ORGY OF THE DEAD DE A. S. STEPHEN

Adapté par Ed Wood lui-même (Plan 9 From Outer Space) depuis l’une de ses nouvelles érotiques pour le film de A.S. Stephen (de son vrai nom Stephen C. Apostolof), Orgy Of The Dead est une oeuvre particulière ressemblant plus à un long strip-tease qu’à un film de genre.

En effet, ce film de 1965 appartient à un genre bien précis, le Nudie Cuties, qui est une sorte de prétexte narratif à l’exposition de femmes nues, le tout dans une ambiance de strip-tease et de burlesque. Encore plus que d’autres films, ces productions étaient réservées à un public avertit exclusivement masculin.

Jouant le rôle principal d’une sorte d’empereur vampire, ainsi que le narrateur de l’histoire, The Amazing Criswell (Plan 9 From Outher Space, Night Of The Ghouls) apparaît devant nos yeux ébahis en glorieux technicolor, sortant de son cercueil pour nous débiter une introduction qui résume en tout points un précédent film de son réalisateur fétiche, Ed Wood: Night Of The Ghouls.

On retrouve ensuite un couple (William Bates et la rousse Pat Barrington), incarnant Bob et Shirley, ces derniers cherchant un cimetière en pleine nuit afin de raviver la plume d’écrivain d’horreur de Bob. Après un accident de voiture, ils finissent par arriver au cimetière et tombent sur un spectacle pour le moins inhabituel.

Désormais accompagné d’une goule noire (Fawn Silver) qu’il surnomme affectueusement sa princesse de la nuit, notre empereur invoque la première danseuse de la nuit, menaçant au passage cette dernière et celles qui suivront que s’il n’est pas satisfait, il les damnera toutes pour l’éternité.

Dix danseuses se succéderont devant eux, transformant le film en un long strip-tease à peine interrompu par quelques ressorts narratifs (la capture de Bob et Shirley, l’arrivée d’un loup-garou et d’une momie), ainsi qu’une conclusion en tout points fidèle à la prédiction de la ghoule noire.

Sorte de remake déguisé du Revenge Of The Dead (Night Of The Ghouls dans sa version physique) du film perdu de Ed Wood, le prologue de Orgy Of The Dead est une recréation de la scène tournée des années plus tôt avec le même The Amazing Criswell. Cette petite audace scénaristique est d’ailleurs la raison principale qui fait que beaucoup tiennent Orgy Of The Dead pour un film de Ed Wood et non pas de A.S. Stephen.
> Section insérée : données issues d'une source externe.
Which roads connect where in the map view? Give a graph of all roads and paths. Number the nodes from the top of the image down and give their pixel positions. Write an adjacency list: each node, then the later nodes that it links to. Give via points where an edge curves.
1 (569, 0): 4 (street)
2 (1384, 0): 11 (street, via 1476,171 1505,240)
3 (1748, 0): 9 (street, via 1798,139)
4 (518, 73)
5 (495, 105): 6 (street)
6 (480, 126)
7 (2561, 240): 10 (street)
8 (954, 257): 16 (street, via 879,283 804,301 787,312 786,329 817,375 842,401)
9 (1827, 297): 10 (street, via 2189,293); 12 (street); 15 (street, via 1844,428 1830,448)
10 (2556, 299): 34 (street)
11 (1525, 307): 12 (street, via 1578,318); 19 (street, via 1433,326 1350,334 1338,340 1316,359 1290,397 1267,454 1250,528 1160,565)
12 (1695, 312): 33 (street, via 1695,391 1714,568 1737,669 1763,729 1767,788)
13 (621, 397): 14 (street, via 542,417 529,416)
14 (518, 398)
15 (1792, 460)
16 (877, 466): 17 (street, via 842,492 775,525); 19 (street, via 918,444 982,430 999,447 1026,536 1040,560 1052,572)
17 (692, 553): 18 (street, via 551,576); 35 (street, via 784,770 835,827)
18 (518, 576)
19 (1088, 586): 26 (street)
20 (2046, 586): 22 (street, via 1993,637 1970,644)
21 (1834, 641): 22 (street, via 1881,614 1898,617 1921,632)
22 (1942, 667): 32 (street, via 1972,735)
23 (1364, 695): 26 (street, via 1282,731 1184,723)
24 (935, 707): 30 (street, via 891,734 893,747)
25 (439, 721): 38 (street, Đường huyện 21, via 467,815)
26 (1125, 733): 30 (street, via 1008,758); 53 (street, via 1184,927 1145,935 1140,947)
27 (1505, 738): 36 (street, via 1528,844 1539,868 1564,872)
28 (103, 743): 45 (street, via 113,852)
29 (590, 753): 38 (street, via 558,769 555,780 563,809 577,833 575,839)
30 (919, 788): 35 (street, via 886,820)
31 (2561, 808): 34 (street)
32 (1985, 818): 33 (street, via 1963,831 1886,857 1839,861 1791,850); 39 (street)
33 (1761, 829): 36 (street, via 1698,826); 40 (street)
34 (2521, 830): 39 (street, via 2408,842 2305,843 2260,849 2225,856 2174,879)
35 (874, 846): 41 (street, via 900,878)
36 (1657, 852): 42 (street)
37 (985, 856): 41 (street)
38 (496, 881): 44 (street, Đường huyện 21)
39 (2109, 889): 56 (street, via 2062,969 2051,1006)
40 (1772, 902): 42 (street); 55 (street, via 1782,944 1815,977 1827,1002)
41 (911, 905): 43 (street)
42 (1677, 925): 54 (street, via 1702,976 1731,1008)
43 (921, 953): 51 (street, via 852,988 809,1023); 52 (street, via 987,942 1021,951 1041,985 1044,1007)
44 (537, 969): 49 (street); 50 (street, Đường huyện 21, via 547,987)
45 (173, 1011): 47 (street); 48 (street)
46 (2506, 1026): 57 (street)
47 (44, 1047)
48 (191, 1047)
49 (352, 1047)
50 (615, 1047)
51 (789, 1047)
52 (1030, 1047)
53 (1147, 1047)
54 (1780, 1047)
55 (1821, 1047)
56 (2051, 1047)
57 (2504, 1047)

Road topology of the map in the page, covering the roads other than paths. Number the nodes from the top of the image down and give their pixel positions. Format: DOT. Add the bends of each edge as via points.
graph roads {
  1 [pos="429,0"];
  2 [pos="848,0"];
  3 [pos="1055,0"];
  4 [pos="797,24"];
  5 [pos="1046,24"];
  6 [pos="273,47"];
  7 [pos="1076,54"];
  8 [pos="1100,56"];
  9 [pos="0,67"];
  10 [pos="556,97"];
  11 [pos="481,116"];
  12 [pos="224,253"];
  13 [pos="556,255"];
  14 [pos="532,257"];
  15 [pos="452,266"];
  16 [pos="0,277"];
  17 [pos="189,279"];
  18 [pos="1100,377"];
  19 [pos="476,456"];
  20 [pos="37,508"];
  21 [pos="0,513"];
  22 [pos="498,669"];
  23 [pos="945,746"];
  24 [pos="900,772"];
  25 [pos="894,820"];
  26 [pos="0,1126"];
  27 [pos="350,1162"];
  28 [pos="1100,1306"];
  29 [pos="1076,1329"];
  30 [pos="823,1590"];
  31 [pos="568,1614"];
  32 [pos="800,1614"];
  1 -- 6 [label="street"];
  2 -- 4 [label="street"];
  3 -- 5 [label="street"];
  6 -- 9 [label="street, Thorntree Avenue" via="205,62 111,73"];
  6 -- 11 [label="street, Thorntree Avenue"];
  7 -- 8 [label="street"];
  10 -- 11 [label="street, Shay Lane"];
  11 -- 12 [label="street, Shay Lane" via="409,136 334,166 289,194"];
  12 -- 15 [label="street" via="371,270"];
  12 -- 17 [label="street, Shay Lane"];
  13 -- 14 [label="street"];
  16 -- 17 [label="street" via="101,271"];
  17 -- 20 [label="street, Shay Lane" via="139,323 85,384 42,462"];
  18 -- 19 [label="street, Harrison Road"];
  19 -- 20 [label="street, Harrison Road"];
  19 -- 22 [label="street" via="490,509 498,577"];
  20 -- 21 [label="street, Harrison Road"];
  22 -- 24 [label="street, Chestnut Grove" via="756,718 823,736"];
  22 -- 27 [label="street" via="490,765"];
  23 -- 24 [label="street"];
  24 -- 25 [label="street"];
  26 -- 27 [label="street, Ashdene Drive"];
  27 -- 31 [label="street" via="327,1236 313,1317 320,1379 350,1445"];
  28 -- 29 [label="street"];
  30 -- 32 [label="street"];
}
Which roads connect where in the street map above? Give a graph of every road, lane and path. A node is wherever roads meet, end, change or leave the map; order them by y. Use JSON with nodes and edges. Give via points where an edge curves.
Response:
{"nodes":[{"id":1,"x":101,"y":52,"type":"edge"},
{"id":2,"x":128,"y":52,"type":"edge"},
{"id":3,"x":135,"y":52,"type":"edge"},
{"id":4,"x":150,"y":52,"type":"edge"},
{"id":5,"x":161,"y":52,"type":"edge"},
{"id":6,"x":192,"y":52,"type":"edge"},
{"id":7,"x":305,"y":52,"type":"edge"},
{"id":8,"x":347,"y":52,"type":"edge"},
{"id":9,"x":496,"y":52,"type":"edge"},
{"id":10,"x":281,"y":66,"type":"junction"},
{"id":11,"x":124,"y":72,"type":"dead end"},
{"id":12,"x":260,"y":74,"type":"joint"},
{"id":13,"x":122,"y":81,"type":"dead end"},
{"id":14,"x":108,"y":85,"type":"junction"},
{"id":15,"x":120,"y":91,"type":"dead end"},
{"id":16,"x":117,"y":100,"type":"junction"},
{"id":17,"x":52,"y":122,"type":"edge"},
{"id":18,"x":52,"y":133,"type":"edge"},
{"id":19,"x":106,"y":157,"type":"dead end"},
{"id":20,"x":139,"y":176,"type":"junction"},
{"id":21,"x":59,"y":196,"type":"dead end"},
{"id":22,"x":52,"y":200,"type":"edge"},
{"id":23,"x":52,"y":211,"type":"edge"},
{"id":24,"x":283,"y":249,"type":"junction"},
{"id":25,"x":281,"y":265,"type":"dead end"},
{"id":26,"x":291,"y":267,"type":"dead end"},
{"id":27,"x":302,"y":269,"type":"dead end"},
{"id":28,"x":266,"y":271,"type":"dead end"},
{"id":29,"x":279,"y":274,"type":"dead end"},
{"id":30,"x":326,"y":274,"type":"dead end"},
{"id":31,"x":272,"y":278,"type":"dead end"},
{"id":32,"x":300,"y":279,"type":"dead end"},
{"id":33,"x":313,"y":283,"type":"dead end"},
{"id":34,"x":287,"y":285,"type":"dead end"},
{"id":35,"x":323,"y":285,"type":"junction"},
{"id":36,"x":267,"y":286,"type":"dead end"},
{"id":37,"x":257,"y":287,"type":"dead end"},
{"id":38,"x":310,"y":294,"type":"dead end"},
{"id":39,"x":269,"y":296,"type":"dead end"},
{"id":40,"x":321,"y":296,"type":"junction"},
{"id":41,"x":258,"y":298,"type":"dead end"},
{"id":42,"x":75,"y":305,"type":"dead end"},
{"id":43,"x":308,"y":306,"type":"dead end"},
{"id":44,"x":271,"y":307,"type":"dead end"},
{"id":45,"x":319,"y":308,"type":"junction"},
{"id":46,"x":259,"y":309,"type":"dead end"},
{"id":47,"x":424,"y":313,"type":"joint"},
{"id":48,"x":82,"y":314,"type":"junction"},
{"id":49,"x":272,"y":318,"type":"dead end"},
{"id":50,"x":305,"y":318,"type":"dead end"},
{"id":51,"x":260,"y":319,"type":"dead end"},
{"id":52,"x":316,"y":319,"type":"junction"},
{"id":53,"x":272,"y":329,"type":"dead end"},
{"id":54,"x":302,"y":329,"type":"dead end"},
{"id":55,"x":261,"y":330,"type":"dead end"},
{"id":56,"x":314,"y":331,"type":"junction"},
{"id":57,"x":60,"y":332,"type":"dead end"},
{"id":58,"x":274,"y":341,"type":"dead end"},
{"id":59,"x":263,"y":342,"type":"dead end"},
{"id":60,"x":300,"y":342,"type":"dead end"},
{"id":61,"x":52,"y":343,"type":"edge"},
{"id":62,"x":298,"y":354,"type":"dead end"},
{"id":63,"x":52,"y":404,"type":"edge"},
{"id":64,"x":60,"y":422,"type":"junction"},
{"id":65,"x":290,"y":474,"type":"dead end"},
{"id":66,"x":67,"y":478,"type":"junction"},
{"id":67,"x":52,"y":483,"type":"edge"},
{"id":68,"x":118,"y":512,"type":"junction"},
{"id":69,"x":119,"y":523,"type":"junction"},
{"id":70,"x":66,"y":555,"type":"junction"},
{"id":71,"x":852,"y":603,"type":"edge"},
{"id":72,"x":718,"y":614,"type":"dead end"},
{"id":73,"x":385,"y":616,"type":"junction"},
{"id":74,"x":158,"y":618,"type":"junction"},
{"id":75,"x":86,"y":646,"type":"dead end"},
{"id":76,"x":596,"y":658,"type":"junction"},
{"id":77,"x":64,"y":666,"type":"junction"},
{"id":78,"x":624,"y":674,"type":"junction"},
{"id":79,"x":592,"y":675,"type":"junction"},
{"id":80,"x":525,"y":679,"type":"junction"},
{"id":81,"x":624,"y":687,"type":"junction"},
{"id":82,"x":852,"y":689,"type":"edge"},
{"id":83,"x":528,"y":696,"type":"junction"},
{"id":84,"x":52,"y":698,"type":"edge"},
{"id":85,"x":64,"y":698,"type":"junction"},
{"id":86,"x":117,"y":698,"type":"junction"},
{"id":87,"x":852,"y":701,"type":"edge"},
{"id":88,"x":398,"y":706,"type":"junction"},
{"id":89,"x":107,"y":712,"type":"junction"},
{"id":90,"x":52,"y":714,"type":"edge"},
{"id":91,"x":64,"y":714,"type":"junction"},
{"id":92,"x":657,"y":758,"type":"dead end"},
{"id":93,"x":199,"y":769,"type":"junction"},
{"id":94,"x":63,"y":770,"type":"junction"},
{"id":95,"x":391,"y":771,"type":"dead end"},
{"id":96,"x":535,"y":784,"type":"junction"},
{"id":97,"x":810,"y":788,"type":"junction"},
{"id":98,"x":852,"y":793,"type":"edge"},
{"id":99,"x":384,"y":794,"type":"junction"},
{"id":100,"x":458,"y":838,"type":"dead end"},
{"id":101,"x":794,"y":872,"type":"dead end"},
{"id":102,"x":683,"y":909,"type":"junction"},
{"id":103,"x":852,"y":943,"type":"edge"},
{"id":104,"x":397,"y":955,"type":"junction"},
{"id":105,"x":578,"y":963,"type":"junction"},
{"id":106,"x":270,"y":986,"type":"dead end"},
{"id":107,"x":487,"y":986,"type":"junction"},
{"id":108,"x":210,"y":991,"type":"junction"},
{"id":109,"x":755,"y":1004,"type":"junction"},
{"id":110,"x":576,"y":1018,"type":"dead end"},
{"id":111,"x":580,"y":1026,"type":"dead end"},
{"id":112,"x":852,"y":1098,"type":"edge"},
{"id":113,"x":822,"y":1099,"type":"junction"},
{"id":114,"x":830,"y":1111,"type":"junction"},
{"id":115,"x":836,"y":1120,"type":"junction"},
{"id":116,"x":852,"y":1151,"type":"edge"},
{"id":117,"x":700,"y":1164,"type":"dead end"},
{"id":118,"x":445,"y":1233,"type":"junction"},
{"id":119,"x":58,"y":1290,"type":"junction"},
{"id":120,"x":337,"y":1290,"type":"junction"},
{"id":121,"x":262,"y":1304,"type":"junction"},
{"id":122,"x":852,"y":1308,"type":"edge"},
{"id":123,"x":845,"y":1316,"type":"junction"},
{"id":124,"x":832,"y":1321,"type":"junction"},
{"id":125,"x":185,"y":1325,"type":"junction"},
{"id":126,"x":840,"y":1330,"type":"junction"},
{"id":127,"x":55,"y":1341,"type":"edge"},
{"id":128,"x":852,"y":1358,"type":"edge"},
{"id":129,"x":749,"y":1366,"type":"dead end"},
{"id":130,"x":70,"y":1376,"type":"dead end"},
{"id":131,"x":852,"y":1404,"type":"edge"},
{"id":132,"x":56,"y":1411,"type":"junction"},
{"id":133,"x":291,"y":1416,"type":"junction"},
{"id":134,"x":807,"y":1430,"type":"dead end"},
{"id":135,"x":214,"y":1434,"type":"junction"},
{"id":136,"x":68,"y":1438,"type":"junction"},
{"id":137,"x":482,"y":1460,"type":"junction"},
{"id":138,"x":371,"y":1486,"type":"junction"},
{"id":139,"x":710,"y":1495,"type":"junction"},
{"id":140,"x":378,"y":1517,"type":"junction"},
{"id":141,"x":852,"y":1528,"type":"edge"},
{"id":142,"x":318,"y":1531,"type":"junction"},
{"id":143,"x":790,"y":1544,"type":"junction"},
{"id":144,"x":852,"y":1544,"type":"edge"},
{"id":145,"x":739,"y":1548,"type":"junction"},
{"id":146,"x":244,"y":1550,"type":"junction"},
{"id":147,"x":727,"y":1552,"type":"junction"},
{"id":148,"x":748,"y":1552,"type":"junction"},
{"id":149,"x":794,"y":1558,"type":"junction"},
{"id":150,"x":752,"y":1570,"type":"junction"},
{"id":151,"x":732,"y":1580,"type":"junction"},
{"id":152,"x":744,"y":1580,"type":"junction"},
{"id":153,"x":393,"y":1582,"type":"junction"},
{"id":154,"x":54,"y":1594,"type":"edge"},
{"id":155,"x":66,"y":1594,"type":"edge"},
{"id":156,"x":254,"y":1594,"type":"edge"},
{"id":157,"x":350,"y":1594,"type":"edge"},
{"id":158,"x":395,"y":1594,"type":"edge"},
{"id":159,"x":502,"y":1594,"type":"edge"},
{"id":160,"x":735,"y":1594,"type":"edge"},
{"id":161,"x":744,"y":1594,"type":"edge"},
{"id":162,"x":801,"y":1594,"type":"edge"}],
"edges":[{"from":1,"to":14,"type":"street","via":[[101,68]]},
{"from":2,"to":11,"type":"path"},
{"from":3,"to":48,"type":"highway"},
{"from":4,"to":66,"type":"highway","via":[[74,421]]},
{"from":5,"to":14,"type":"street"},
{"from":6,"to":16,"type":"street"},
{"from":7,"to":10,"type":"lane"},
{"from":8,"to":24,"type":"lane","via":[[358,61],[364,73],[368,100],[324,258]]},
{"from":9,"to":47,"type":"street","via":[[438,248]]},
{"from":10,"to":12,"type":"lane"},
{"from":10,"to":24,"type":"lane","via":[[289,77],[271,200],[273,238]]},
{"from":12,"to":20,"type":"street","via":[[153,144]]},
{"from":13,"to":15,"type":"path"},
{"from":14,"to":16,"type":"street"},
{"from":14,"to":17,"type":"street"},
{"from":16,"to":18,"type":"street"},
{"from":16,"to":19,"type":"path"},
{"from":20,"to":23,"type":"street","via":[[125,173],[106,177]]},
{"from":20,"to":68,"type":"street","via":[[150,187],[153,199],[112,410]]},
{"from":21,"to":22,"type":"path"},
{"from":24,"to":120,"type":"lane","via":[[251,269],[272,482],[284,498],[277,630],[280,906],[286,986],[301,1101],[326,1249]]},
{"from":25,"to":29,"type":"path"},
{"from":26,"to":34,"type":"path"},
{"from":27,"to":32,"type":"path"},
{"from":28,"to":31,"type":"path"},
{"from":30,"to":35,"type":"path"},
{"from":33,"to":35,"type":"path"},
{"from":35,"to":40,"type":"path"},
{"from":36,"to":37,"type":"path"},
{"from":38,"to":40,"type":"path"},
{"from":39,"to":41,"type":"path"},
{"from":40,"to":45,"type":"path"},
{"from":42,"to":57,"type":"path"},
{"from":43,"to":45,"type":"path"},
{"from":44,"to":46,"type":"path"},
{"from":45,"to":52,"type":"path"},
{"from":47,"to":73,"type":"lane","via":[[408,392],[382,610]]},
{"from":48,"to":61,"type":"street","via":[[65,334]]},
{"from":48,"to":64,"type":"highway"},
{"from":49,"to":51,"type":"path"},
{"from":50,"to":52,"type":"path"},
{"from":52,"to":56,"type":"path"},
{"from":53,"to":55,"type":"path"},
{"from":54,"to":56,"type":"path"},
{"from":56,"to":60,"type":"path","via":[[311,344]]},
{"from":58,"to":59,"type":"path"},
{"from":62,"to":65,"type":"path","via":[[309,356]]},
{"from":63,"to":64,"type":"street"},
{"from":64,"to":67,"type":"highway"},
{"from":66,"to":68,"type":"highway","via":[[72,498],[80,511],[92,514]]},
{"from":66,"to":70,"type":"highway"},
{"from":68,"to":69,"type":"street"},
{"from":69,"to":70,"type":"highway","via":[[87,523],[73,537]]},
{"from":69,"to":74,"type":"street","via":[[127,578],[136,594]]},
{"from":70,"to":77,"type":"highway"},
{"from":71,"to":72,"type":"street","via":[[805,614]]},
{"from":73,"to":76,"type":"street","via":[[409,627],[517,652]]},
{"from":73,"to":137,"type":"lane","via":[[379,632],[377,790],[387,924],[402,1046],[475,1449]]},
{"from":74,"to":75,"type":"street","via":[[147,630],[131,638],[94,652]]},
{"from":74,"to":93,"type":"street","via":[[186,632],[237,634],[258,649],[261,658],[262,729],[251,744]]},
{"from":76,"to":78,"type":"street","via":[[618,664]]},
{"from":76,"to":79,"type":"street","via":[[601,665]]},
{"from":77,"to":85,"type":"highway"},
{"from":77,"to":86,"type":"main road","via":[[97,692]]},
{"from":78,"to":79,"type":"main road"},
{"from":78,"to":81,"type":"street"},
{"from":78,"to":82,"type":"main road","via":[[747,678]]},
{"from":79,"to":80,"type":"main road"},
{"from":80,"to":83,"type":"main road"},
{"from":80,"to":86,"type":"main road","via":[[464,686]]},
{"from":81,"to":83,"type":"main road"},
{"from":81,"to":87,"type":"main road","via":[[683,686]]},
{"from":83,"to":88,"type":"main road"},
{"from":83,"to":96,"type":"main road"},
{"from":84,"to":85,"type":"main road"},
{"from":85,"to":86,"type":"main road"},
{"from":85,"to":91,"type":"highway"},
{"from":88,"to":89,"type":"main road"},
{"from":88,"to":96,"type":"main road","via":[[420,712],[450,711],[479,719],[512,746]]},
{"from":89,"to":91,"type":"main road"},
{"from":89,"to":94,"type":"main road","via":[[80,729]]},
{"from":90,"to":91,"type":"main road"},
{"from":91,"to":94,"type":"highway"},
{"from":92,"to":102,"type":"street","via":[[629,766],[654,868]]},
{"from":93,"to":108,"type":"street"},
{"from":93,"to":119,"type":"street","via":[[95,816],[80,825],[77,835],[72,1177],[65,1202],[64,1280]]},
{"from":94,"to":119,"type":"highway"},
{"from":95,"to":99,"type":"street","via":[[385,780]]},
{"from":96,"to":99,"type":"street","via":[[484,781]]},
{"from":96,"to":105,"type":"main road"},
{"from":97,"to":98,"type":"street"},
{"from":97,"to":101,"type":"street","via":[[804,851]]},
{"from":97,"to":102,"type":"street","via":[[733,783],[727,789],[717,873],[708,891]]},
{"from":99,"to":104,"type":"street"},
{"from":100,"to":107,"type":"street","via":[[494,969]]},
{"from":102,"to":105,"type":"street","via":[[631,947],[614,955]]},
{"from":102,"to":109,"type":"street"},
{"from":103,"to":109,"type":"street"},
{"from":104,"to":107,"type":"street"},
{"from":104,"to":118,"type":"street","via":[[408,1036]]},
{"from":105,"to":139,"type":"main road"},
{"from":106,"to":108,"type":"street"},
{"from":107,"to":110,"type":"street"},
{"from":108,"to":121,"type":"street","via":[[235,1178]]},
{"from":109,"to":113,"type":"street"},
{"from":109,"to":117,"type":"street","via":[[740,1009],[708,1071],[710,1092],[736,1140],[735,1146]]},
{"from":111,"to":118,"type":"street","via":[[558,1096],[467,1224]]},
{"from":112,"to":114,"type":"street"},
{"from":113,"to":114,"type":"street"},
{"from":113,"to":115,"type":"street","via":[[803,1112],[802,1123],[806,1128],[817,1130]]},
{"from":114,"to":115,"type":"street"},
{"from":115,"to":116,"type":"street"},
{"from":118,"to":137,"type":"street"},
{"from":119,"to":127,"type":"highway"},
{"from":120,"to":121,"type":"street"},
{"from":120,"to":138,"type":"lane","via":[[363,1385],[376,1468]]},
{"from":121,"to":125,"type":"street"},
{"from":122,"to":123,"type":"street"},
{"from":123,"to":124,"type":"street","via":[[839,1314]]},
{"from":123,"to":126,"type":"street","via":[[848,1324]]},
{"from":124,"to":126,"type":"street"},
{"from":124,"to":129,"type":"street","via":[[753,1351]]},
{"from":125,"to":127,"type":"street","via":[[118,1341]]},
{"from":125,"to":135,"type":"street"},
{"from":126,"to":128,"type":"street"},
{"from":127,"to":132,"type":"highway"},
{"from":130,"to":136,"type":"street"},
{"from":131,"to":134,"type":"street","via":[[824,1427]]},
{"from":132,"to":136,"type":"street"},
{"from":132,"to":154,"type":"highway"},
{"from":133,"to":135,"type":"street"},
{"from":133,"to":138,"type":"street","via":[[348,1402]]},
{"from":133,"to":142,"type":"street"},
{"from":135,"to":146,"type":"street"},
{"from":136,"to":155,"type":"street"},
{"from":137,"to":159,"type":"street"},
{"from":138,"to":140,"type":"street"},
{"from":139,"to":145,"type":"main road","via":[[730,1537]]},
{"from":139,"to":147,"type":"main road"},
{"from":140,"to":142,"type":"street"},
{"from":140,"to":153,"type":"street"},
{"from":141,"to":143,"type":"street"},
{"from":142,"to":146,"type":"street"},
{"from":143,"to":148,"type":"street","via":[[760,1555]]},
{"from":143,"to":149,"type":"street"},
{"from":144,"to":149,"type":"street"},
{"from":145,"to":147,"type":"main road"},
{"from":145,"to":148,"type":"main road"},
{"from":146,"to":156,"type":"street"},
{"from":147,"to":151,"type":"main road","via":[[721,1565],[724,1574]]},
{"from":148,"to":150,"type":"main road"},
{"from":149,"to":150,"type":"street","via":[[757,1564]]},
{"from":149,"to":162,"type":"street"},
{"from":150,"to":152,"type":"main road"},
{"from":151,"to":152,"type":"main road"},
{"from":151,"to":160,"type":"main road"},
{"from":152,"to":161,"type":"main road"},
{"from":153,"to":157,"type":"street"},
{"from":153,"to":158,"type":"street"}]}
De facture classique et très théâtrale, ce film est évidemment une excuse évidente à l’exploitation de la plastique féminine de la dizaine de strip-teaseuses qui se succèdent dans le décor principal de cette crypte de cimetière recouverte par la brume. Et si l’on ne peut définitivement rien sauver de son scénario-prétexte, il faut quand même bien avouer que le pouvoir de fascination de l’ensemble persiste bien après sa vision. Il y a d’abord ce technicolor sublime, qui fait penser à de vieilles productions Corman ou aux films de la Hammer.

Et puis le jeu grandiloquent de The Amazing Criswell, qui trouve ici le rôle de sa vie avec ce personnage improbable d’empereur de la nuit. Fawn Silver, sa compagne de plaisir, est également totalement fascinante dans son rôle de copie de Vampira. Quand au couple (Pat Barrington et William Bates), il semble représenter la somme de tous les autres couples vus au cinéma dans des situations similaires.

Film sexiste, bancal, indéfendable mais totalement sublime par son esthétisme, Orgy Of The Dead est une anomalie singulière comme le cinéma n’en produira certainement plus jamais. On peut s’en réjouir mais également le regretter.